*WHAT IS NEEDED:* Count up the lines below where the word "main" shows up, and respond with the number alone.

*SUPPLIED ENTRIES:*
============

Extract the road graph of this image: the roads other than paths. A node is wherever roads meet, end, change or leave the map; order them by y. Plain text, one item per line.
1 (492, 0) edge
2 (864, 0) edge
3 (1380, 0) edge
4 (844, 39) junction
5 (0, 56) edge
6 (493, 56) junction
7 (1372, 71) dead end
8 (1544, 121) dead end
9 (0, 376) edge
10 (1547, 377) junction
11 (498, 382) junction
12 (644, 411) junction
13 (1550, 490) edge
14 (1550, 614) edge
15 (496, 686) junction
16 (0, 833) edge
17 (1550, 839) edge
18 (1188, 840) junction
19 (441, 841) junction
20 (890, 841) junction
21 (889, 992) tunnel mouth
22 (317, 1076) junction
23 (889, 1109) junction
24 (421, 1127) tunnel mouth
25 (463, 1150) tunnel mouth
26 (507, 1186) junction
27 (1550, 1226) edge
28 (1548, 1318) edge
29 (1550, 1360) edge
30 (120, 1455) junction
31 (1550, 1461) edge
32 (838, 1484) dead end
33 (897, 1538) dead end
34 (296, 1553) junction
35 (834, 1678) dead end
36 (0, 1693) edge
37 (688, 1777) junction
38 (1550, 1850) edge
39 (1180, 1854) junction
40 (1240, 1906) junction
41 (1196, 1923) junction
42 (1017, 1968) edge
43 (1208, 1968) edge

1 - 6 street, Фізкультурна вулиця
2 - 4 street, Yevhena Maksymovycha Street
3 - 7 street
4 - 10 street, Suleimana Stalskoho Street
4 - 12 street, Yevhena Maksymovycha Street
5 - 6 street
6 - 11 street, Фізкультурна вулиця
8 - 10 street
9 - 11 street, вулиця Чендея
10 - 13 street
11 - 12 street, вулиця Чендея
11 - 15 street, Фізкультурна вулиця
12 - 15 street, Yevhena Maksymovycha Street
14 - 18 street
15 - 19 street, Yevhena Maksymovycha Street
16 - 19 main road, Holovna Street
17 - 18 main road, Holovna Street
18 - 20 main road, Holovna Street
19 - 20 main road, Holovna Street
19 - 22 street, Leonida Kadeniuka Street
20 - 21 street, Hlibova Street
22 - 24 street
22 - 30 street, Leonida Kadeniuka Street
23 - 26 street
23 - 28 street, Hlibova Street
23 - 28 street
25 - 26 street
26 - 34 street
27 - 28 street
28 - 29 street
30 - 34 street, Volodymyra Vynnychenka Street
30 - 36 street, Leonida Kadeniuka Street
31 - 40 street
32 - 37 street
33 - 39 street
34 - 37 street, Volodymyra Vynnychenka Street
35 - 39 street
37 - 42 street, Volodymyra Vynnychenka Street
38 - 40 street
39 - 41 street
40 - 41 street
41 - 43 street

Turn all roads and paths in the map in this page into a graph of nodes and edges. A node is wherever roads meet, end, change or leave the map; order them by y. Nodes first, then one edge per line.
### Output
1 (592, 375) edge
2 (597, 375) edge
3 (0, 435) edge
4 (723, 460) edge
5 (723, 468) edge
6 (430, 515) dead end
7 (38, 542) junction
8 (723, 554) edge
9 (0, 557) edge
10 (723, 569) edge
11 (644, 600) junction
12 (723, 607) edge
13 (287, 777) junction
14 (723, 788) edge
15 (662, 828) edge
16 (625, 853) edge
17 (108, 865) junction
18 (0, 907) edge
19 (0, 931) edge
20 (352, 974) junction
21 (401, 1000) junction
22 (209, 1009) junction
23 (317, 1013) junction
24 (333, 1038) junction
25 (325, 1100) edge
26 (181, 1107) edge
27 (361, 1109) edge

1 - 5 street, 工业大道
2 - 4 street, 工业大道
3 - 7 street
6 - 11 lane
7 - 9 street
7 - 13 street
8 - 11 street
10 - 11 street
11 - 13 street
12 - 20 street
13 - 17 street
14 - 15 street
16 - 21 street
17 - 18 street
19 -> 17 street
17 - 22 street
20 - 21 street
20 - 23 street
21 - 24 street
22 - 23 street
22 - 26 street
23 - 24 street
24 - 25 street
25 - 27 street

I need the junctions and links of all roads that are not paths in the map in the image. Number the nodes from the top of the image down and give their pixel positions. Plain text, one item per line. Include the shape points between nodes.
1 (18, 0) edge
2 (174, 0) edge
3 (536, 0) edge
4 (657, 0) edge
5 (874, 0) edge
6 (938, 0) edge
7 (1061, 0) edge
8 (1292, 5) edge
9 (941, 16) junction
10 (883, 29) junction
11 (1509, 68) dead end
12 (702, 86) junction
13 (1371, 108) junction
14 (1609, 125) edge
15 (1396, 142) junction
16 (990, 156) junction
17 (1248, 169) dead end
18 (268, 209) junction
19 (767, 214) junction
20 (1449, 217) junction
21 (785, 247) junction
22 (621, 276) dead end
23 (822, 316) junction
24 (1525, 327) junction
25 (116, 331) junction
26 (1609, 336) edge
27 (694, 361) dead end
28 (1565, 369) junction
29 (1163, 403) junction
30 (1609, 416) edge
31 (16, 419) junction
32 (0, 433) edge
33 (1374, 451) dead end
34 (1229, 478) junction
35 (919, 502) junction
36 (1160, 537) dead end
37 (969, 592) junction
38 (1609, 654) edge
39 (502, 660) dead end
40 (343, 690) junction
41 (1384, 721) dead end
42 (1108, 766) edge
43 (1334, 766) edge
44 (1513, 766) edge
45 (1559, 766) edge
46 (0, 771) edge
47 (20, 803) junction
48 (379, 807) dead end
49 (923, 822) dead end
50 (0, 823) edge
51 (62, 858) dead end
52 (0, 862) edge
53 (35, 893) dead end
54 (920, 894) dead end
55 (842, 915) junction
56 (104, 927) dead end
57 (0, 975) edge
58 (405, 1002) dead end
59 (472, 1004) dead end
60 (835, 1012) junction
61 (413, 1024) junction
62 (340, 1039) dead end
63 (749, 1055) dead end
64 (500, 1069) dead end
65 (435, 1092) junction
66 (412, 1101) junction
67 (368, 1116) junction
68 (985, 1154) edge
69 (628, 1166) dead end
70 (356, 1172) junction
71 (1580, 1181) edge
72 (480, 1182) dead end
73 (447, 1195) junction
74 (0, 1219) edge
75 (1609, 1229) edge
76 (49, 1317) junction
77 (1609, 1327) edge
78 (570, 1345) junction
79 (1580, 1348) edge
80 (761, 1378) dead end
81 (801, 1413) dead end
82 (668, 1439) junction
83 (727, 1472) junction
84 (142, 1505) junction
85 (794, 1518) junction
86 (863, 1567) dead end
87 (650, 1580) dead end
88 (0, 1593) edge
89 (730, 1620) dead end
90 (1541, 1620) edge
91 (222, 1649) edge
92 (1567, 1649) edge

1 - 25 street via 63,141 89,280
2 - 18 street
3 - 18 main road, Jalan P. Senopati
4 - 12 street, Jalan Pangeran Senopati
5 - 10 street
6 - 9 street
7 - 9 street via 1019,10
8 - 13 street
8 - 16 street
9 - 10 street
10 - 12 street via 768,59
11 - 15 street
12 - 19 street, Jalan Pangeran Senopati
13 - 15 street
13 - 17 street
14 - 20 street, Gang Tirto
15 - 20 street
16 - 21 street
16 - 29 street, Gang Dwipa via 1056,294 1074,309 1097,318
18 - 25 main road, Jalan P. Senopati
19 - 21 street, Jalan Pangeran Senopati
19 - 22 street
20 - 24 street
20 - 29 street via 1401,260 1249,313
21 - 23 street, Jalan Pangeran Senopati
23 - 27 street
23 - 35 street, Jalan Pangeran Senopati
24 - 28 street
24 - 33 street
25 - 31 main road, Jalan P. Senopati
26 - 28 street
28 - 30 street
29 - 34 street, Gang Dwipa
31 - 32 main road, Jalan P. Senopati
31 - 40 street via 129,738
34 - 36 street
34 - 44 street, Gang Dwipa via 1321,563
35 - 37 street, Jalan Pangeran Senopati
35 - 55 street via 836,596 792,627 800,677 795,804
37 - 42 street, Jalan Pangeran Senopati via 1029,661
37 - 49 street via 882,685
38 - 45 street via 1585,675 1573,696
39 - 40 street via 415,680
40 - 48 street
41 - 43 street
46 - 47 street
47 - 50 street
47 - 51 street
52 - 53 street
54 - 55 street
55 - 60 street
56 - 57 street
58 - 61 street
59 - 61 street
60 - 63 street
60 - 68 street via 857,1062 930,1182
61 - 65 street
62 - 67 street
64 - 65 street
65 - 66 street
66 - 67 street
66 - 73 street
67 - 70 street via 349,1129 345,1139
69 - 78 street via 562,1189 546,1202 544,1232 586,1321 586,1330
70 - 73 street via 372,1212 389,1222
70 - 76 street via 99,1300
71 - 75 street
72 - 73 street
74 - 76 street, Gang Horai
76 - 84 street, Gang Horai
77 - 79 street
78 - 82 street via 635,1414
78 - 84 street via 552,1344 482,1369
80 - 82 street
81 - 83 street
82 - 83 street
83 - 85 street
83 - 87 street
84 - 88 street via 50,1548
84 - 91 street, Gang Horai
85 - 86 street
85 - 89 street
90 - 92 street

============

*ANSWER SPACE:* 8